The second is to connect to your device over its JTAG/SWD debug interface using the related capabilities from the Modality product.

Associating Causality with your Existing Logging

A Modality probe's timeline can be integrated with your existing logging infrastructure by providing a logical sense of now according to the probe's clock. This can then be included in your logging as a breadcrumb for finding a specific event in a trace. That might look something like this:

const modality_probe_instant now = modality_probe_now(g_producer_probe);
syslog(
        LOG_INFO,
        "Producer now "
        "(id: %" PRIu32 ", epoch: %" PRIu16 ", ticks: %" PRIu16 ", event_count: %" PRIu32 ")\n",
        now.clock.id,
        now.clock.epoch,
        now.clock.ticks,
        now.event_count);

This will place a Modality causal-coordinate into your log message, so that later in offline processing any given log message can be correlated with a specific location in the Modality probe's logical timeline. You can now stitch together the causal history of your typical device logging along side Modality's events and expectations.

Running the Tests

To run the tests, use:

$ cargo test --features std

There is also a top-level testing script that executes the tests for each subcrate, test.sh. Before you can run it, you'll need to install libusb-1.0-0-dev, or the equivalent package for your system, and also the thumbv7em-none-eabihf Rust target.

$ sudo apt install libusb-1.0-0-dev
$ rustup target add thumbv7em-none-eabihf
$ ./test.sh

API

See the Tracing section of the Modality Instrumentation SDK for detailed documentation. Note that the Mutation section of the Instrumentation SDK reflects functionality exclusive to commercial Modality.

See the comments in probe.h for local documentation.

CMake

The release package provides a find script and a set of CLI helper functions for CMake integrations under the cmake/ directory.

Add the following to your CMakeLists.txt:

list(APPEND CMAKE_MODULE_PATH "/path/to/modality-probe/cmake")

# Provides ModalityProbe::LibModalityProbe target
find_package(ModalityProbe REQUIRED)

# Provides CLI invocation targets
include(ModalityProbeCli)

modality_probe_generate_manifest(
    TARGET example
    DEPENDS src/main.c
    COMPONENT_NAME "example-component"
    OUTPUT_PATH "example-component"
    EXCLUDES "build/"
    FILE_EXTENSIONS "c" "cpp"
    SOURCE_PATH ".")

modality_probe_generate_header(
    TARGET example
    OUTPUT_FILE "include/component_definitions.h"
    COMPONENT_PATH "example-component")

target_link_libraries(example PRIVATE ModalityProbe::LibModalityProbe)

License

See LICENSE for more details.

Copyright 2020 Auxon Corporation

Licensed under the Apache License, Version 2.0 (the "License"); you may not use this file except in compliance with the License.
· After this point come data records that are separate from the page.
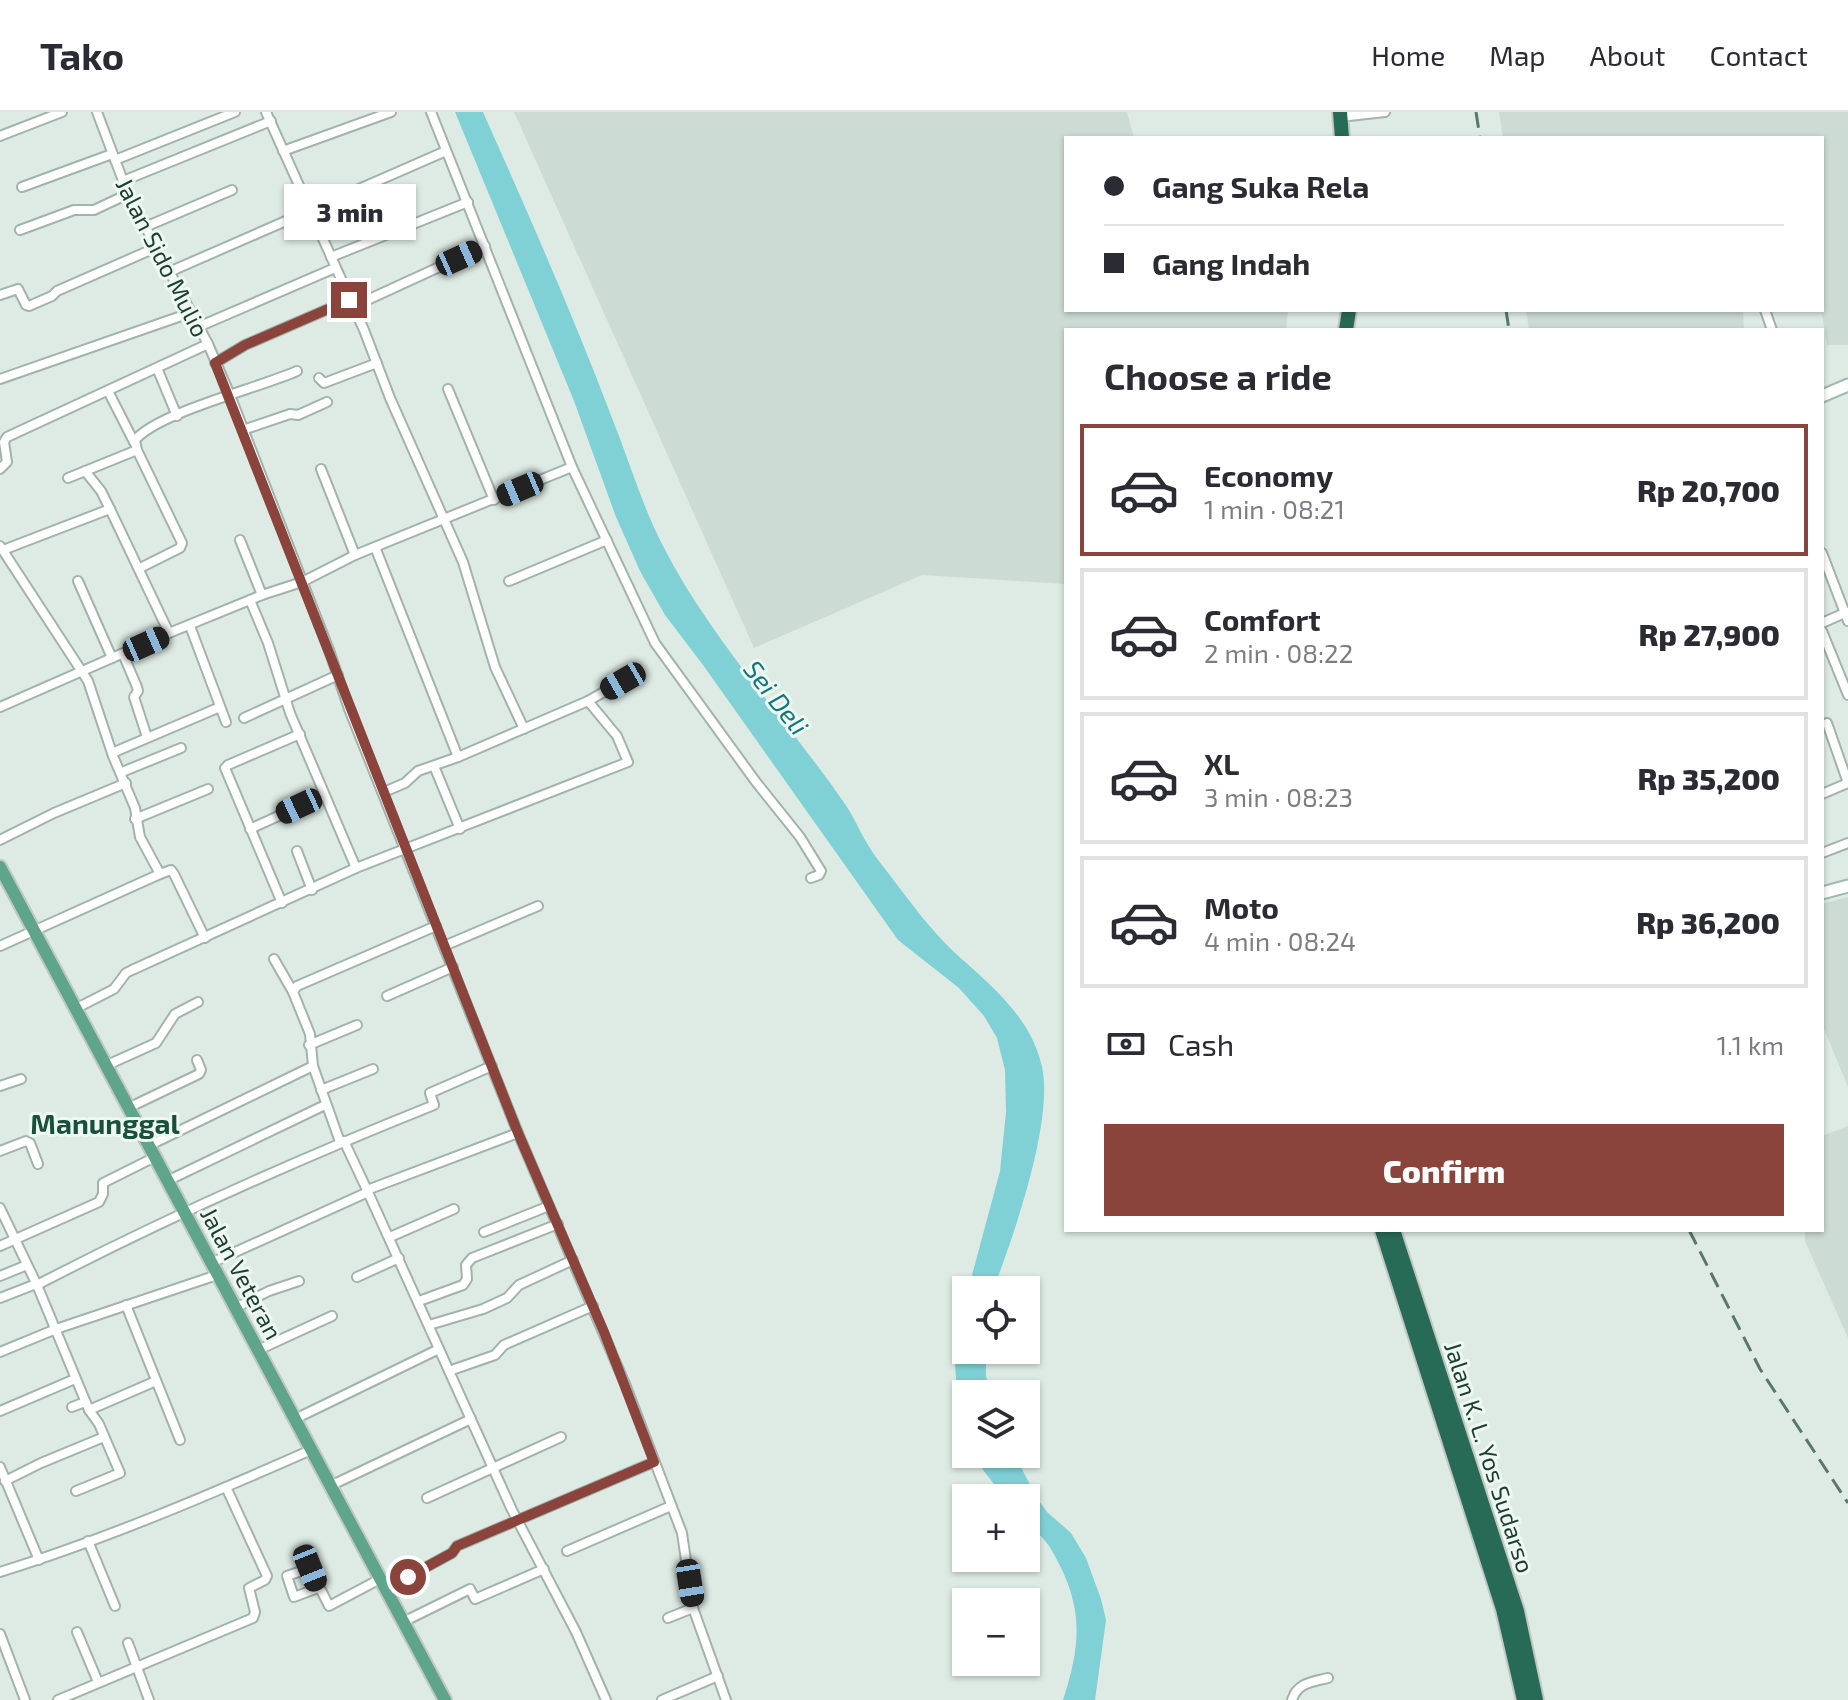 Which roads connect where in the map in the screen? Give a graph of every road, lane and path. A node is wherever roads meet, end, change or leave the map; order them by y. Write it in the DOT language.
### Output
graph roads {
  1 [pos="62,112"];
  2 [pos="97,112"];
  3 [pos="235,112"];
  4 [pos="266,112"];
  5 [pos="391,112"];
  6 [pos="431,112"];
  7 [pos="1385,112"];
  8 [pos="1345,113"];
  9 [pos="271,121"];
  10 [pos="0,136"];
  11 [pos="1342,136"];
  12 [pos="1350,136"];
  13 [pos="283,151"];
  14 [pos="446,151"];
  15 [pos="114,157"];
  16 [pos="123,181"];
  17 [pos="22,187"];
  18 [pos="232,190"];
  19 [pos="128,194"];
  20 [pos="468,202"];
  21 [pos="310,210"];
  22 [pos="145,227"];
  23 [pos="20,230"];
  24 [pos="485,246"];
  25 [pos="155,248"];
  26 [pos="331,257"];
  27 [pos="335,268"];
  28 [pos="169,272"];
  29 [pos="0,295"];
  30 [pos="350,303"];
  31 [pos="190,313"];
  32 [pos="198,327"];
  33 [pos="208,344"];
  34 [pos="215,363"];
  35 [pos="377,363"];
  36 [pos="157,368"];
  37 [pos="297,371"];
  38 [pos="319,378"];
  39 [pos="0,379"];
  40 [pos="1848,385"];
  41 [pos="448,389"];
  42 [pos="108,391"];
  43 [pos="230,395"];
  44 [pos="1824,395"];
  45 [pos="327,402"];
  46 [pos="177,416"];
  47 [pos="243,430"];
  48 [pos="136,447"];
  49 [pos="572,467"];
  50 [pos="0,469"];
  51 [pos="321,469"];
  52 [pos="85,471"];
  53 [pos="68,478"];
  54 [pos="494,500"];
  55 [pos="110,509"];
  56 [pos="443,519"];
  57 [pos="240,540"];
  58 [pos="607,540"];
  59 [pos="375,547"];
  60 [pos="1,548"];
  61 [pos="355,555"];
  62 [pos="1824,558"];
  63 [pos="140,568"];
  64 [pos="78,581"];
  65 [pos="509,581"];
  66 [pos="302,582"];
  67 [pos="262,595"];
  68 [pos="250,600"];
  69 [pos="1847,615"];
  70 [pos="1824,622"];
  71 [pos="190,626"];
  72 [pos="169,633"];
  73 [pos="1824,636"];
  74 [pos="123,654"];
  75 [pos="112,658"];
  76 [pos="81,671"];
  77 [pos="338,675"];
  78 [pos="623,681"];
  79 [pos="1848,695"];
  80 [pos="285,699"];
  81 [pos="588,701"];
  82 [pos="0,707"];
  83 [pos="220,707"];
  84 [pos="244,718"];
  85 [pos="226,722"];
  86 [pos="1827,723"];
  87 [pos="524,729"];
  88 [pos="300,734"];
  89 [pos="147,737"];
  90 [pos="181,748"];
  91 [pos="112,753"];
  92 [pos="458,757"];
  93 [pos="434,766"];
  94 [pos="122,772"];
  95 [pos="126,783"];
  96 [pos="208,789"];
  97 [pos="384,792"];
  98 [pos="1824,793"];
  99 [pos="324,795"];
  100 [pos="135,819"];
  101 [pos="250,829"];
  102 [pos="460,829"];
  103 [pos="0,840"];
  104 [pos="1848,843"];
  105 [pos="406,849"];
  106 [pos="297,851"];
  107 [pos="1824,852"];
  108 [pos="0,867"];
  109 [pos="356,868"];
  110 [pos="160,874"];
  111 [pos="811,878"];
  112 [pos="1848,886"];
  113 [pos="312,890"];
  114 [pos="1824,890"];
  115 [pos="282,903"];
  116 [pos="538,906"];
  117 [pos="436,926"];
  118 [pos="34,932"];
  119 [pos="205,938"];
  120 [pos="0,946"];
  121 [pos="444,946"];
  122 [pos="274,959"];
  123 [pos="453,967"];
  124 [pos="293,992"];
  125 [pos="387,996"];
  126 [pos="198,1002"];
  127 [pos="75,1009"];
  128 [pos="357,1025"];
  129 [pos="309,1045"];
  130 [pos="197,1060"];
  131 [pos="105,1066"];
  132 [pos="313,1066"];
  133 [pos="492,1066"];
  134 [pos="373,1069"];
  135 [pos="21,1079"];
  136 [pos="0,1086"];
  137 [pos="321,1090"];
  138 [pos="325,1105"];
  139 [pos="128,1108"];
  140 [pos="518,1133"];
  141 [pos="342,1142"];
  142 [pos="0,1151"];
  143 [pos="152,1152"];
  144 [pos="38,1164"];
  145 [pos="167,1181"];
  146 [pos="368,1191"];
  147 [pos="549,1206"];
  148 [pos="0,1208"];
  149 [pos="454,1209"];
  150 [pos="184,1213"];
  151 [pos="558,1224"];
  152 [pos="484,1232"];
  153 [pos="1383,1232"];
  154 [pos="1394,1232"];
  155 [pos="390,1237"];
  156 [pos="14,1239"];
  157 [pos="0,1246"];
  158 [pos="399,1258"];
  159 [pos="573,1260"];
  160 [pos="27,1265"];
  161 [pos="214,1269"];
  162 [pos="0,1276"];
  163 [pos="357,1277"];
  164 [pos="299,1281"];
  165 [pos="36,1285"];
  166 [pos="0,1298"];
  167 [pos="419,1301"];
  168 [pos="126,1305"];
  169 [pos="593,1306"];
  170 [pos="235,1308"];
  171 [pos="332,1316"];
  172 [pos="429,1325"];
  173 [pos="56,1329"];
  174 [pos="439,1349"];
  175 [pos="258,1350"];
  176 [pos="0,1352"];
  177 [pos="449,1371"];
  178 [pos="75,1379"];
  179 [pos="156,1381"];
  180 [pos="87,1406"];
  181 [pos="72,1407"];
  182 [pos="0,1411"];
  183 [pos="295,1419"];
  184 [pos="471,1419"];
  185 [pos="104,1437"];
  186 [pos="561,1437"];
  187 [pos="180,1440"];
  188 [pos="311,1450"];
  189 [pos="654,1462"];
  190 [pos="0,1467"];
  191 [pos="494,1467"];
  192 [pos="5,1481"];
  193 [pos="330,1486"];
  194 [pos="226,1487"];
  195 [pos="76,1491"];
  196 [pos="427,1498"];
  197 [pos="671,1506"];
  198 [pos="517,1518"];
  199 [pos="88,1541"];
  200 [pos="567,1551"];
  201 [pos="39,1560"];
  202 [pos="544,1569"];
  203 [pos="0,1572"];
  204 [pos="383,1584"];
  205 [pos="318,1588"];
  206 [pos="115,1606"];
  207 [pos="693,1608"];
  208 [pos="668,1618"];
  209 [pos="403,1622"];
  210 [pos="77,1632"];
  211 [pos="0,1634"];
  212 [pos="128,1643"];
  213 [pos="137,1667"];
  214 [pos="718,1676"];
  215 [pos="1328,1678"];
  216 [pos="98,1682"];
  217 [pos="25,1700"];
  218 [pos="58,1700"];
  219 [pos="149,1700"];
  220 [pos="445,1700"];
  221 [pos="606,1700"];
  222 [pos="662,1700"];
  223 [pos="726,1700"];
  224 [pos="1292,1700"];
  225 [pos="1524,1700"];
  226 [pos="1536,1700"];
  1 -- 10 [label="street"];
  2 -- 15 [label="street, Jalan Sido Mulio"];
  3 -- 15 [label="street"];
  4 -- 9 [label="street"];
  5 -- 13 [label="street"];
  6 -- 14 [label="street"];
  7 -- 8 [label="street"];
  8 -- 11 [label="highway"];
  8 -- 12 [label="highway"];
  9 -- 13 [label="street"];
  9 -- 16 [label="street"];
  13 -- 21 [label="street"];
  14 -- 20 [label="street"];
  14 -- 21 [label="street"];
  15 -- 16 [label="street, Jalan Sido Mulio"];
  15 -- 17 [label="street"];
  16 -- 19 [label="street, Jalan Sido Mulio"];
  18 -- 22 [label="street"];
  19 -- 22 [label="street, Jalan Sido Mulio"];
  19 -- 23 [label="street"];
  20 -- 24 [label="street"];
  20 -- 26 [label="street"];
  21 -- 26 [label="street"];
  21 -- 28 [label="street"];
  22 -- 25 [label="street, Jalan Sido Mulio"];
  24 -- 30 [label="street"];
  24 -- 49 [label="street"];
  25 -- 28 [label="street, Jalan Sido Mulio"];
  25 -- 29 [label="street"];
  26 -- 27 [label="street"];
  27 -- 30 [label="street"];
  27 -- 32 [label="street"];
  28 -- 31 [label="street, Jalan Sido Mulio"];
  30 -- 34 [label="street"];
  30 -- 35 [label="street"];
  31 -- 32 [label="street, Jalan Sido Mulio"];
  31 -- 39 [label="street"];
  32 -- 33 [label="street, Jalan Sido Mulio"];
  33 -- 34 [label="street, Jalan Sido Mulio"];
  33 -- 36 [label="street"];
  34 -- 43 [label="street, Jalan Sido Mulio"];
  35 -- 38 [label="street"];
  35 -- 56 [label="street"];
  36 -- 42 [label="street"];
  36 -- 46 [label="street"];
  37 -- 43 [label="street"];
  40 -- 44 [label="street"];
  41 -- 54 [label="street"];
  42 -- 48 [label="street"];
  42 -- 50 [label="street"];
  43 -- 46 [label="street"];
  43 -- 47 [label="street, Jalan Sido Mulio"];
  45 -- 47 [label="street"];
  46 -- 48 [label="street"];
  47 -- 66 [label="street, Jalan Sido Mulio"];
  48 -- 52 [label="street"];
  48 -- 63 [label="street"];
  49 -- 54 [label="street"];
  49 -- 58 [label="street"];
  51 -- 61 [label="street"];
  52 -- 53 [label="street"];
  52 -- 55 [label="street"];
  54 -- 56 [label="street"];
  55 -- 60 [label="street"];
  55 -- 63 [label="street"];
  56 -- 59 [label="street"];
  56 -- 87 [label="street"];
  57 -- 67 [label="street"];
  58 -- 65 [label="street"];
  58 -- 111 [label="street"];
  59 -- 61 [label="street"];
  59 -- 92 [label="street"];
  60 -- 76 [label="street"];
  61 -- 66 [label="street"];
  62 -- 69 [label="street"];
  63 -- 72 [label="street"];
  64 -- 75 [label="street"];
  66 -- 67 [label="street"];
  66 -- 77 [label="street, Jalan Sido Mulio"];
  67 -- 68 [label="street"];
  68 -- 71 [label="street"];
  68 -- 80 [label="street"];
  69 -- 70 [label="street"];
  71 -- 72 [label="street"];
  71 -- 83 [label="street"];
  72 -- 74 [label="street"];
  73 -- 79 [label="street"];
  74 -- 75 [label="street"];
  74 -- 89 [label="street"];
  75 -- 76 [label="street"];
  76 -- 82 [label="street"];
  76 -- 91 [label="street"];
  77 -- 80 [label="street"];
  77 -- 97 [label="street, Jalan Sido Mulio"];
  78 -- 81 [label="street"];
  80 -- 84 [label="street"];
  80 -- 88 [label="street"];
  81 -- 87 [label="street"];
  81 -- 102 [label="street"];
  83 -- 85 [label="street"];
  83 -- 89 [label="street"];
  86 -- 98 [label="street"];
  87 -- 92 [label="street"];
  88 -- 99 [label="street"];
  88 -- 101 [label="street"];
  89 -- 91 [label="street"];
  90 -- 94 [label="street"];
  91 -- 94 [label="street"];
  92 -- 93 [label="street"];
  93 -- 97 [label="street"];
  93 -- 102 [label="street"];
  94 -- 95 [label="street"];
  95 -- 100 [label="street"];
  95 -- 103 [label="street"];
  96 -- 100 [label="street"];
  97 -- 105 [label="street, Jalan Sido Mulio"];
  99 -- 101 [label="street"];
  99 -- 109 [label="street"];
  100 -- 110 [label="street"];
  101 -- 115 [label="street"];
  102 -- 105 [label="street"];
  104 -- 107 [label="street"];
  105 -- 109 [label="street"];
  105 -- 117 [label="street, Jalan Sido Mulio"];
  106 -- 113 [label="street"];
  108 -- 118 [label="main road, Jalan Veteran"];
  109 -- 113 [label="street"];
  110 -- 118 [label="street"];
  110 -- 119 [label="street"];
  112 -- 114 [label="street"];
  113 -- 115 [label="street"];
  115 -- 119 [label="street"];
  116 -- 121 [label="street"];
  117 -- 121 [label="street, Jalan Sido Mulio"];
  117 -- 124 [label="street"];
  118 -- 120 [label="street"];
  118 -- 127 [label="main road, Jalan Veteran"];
  119 -- 127 [label="street"];
  121 -- 123 [label="street, Jalan Sido Mulio"];
  122 -- 124 [label="street"];
  123 -- 125 [label="street"];
  123 -- 133 [label="street, Jalan Sido Mulio"];
  124 -- 129 [label="street"];
  126 -- 131 [label="street"];
  127 -- 131 [label="main road, Jalan Veteran"];
  128 -- 129 [label="street"];
  129 -- 132 [label="street"];
  130 -- 139 [label="street"];
  131 -- 139 [label="main road, Jalan Veteran"];
  132 -- 137 [label="street"];
  132 -- 143 [label="street"];
  133 -- 140 [label="street, Jalan Sido Mulio"];
  133 -- 141 [label="street"];
  134 -- 137 [label="street"];
  135 -- 136 [label="street"];
  137 -- 138 [label="street"];
  138 -- 141 [label="street"];
  138 -- 145 [label="street"];
  139 -- 143 [label="main road, Jalan Veteran"];
  140 -- 146 [label="street"];
  140 -- 147 [label="street, Jalan Sido Mulio"];
  141 -- 146 [label="street"];
  141 -- 150 [label="street"];
  142 -- 144 [label="street"];
  143 -- 145 [label="main road, Jalan Veteran"];
  143 -- 156 [label="street"];
  145 -- 150 [label="main road, Jalan Veteran"];
  146 -- 155 [label="street"];
  146 -- 161 [label="street"];
  147 -- 151 [label="street, Jalan Sido Mulio"];
  147 -- 152 [label="street"];
  148 -- 156 [label="street"];
  149 -- 155 [label="street"];
  150 -- 161 [label="main road, Jalan Veteran"];
  150 -- 165 [label="street"];
  151 -- 159 [label="street, Jalan Sido Mulio"];
  151 -- 167 [label="street"];
  153 -- 225 [label="highway, Jalan K. L. Yos Sudarso"];
  154 -- 226 [label="highway, Jalan K. L. Yos Sudarso"];
  155 -- 158 [label="street"];
  156 -- 157 [label="street"];
  156 -- 160 [label="street"];
  158 -- 163 [label="street"];
  158 -- 167 [label="street"];
  159 -- 169 [label="street, Jalan Sido Mulio"];
  159 -- 172 [label="street"];
  160 -- 162 [label="street"];
  160 -- 165 [label="street"];
  161 -- 168 [label="street"];
  161 -- 170 [label="main road, Jalan Veteran"];
  164 -- 170 [label="street"];
  165 -- 166 [label="street"];
  165 -- 173 [label="street"];
  167 -- 172 [label="street"];
  168 -- 173 [label="street"];
  168 -- 179 [label="street"];
  169 -- 177 [label="street"];
  169 -- 189 [label="street, Jalan Sido Mulio"];
  170 -- 175 [label="main road, Jalan Veteran"];
  171 -- 175 [label="street"];
  172 -- 174 [label="street"];
  173 -- 176 [label="street"];
  173 -- 178 [label="street"];
  174 -- 177 [label="street"];
  174 -- 183 [label="street"];
  175 -- 183 [label="main road, Jalan Veteran"];
  177 -- 184 [label="street"];
  178 -- 180 [label="street"];
  178 -- 182 [label="street"];
  179 -- 180 [label="street"];
  179 -- 187 [label="street"];
  180 -- 181 [label="street"];
  180 -- 185 [label="street"];
  183 -- 188 [label="main road, Jalan Veteran"];
  184 -- 191 [label="street"];
  184 -- 193 [label="street"];
  185 -- 192 [label="street"];
  185 -- 195 [label="street"];
  186 -- 191 [label="street"];
  188 -- 193 [label="main road, Jalan Veteran"];
  188 -- 194 [label="street"];
  189 -- 197 [label="street, Jalan Sido Mulio"];
  189 -- 198 [label="street"];
  190 -- 192 [label="street"];
  191 -- 196 [label="street"];
  191 -- 198 [label="street"];
  192 -- 201 [label="street"];
  193 -- 204 [label="main road, Jalan Veteran"];
  194 -- 199 [label="street"];
  194 -- 213 [label="street"];
  197 -- 200 [label="street"];
  197 -- 207 [label="street, Jalan Sido Mulio"];
  198 -- 202 [label="street"];
  198 -- 204 [label="street"];
  199 -- 201 [label="street"];
  199 -- 206 [label="street"];
  201 -- 203 [label="street"];
  202 -- 209 [label="street"];
  202 -- 221 [label="street"];
  204 -- 205 [label="street"];
  204 -- 209 [label="main road, Jalan Veteran"];
  207 -- 208 [label="street"];
  207 -- 214 [label="street, Jalan Sido Mulio"];
  209 -- 220 [label="main road, Jalan Veteran"];
  210 -- 216 [label="street"];
  211 -- 217 [label="street"];
  212 -- 213 [label="street"];
  213 -- 216 [label="street"];
  213 -- 219 [label="street"];
  214 -- 222 [label="street"];
  214 -- 223 [label="street, Jalan Sido Mulio"];
  215 -- 224 [label="street"];
  216 -- 218 [label="street"];
}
You may obtain a copy of the License at

http://www.apache.org/licenses/LICENSE-2.0

Unless required by applicable law or agreed to in writing, software distributed under the License is distributed on an "AS IS" BASIS, WITHOUT WARRANTIES OR CONDITIONS OF ANY KIND, either express or implied. See the License for the specific language governing permissions and limitations under the License.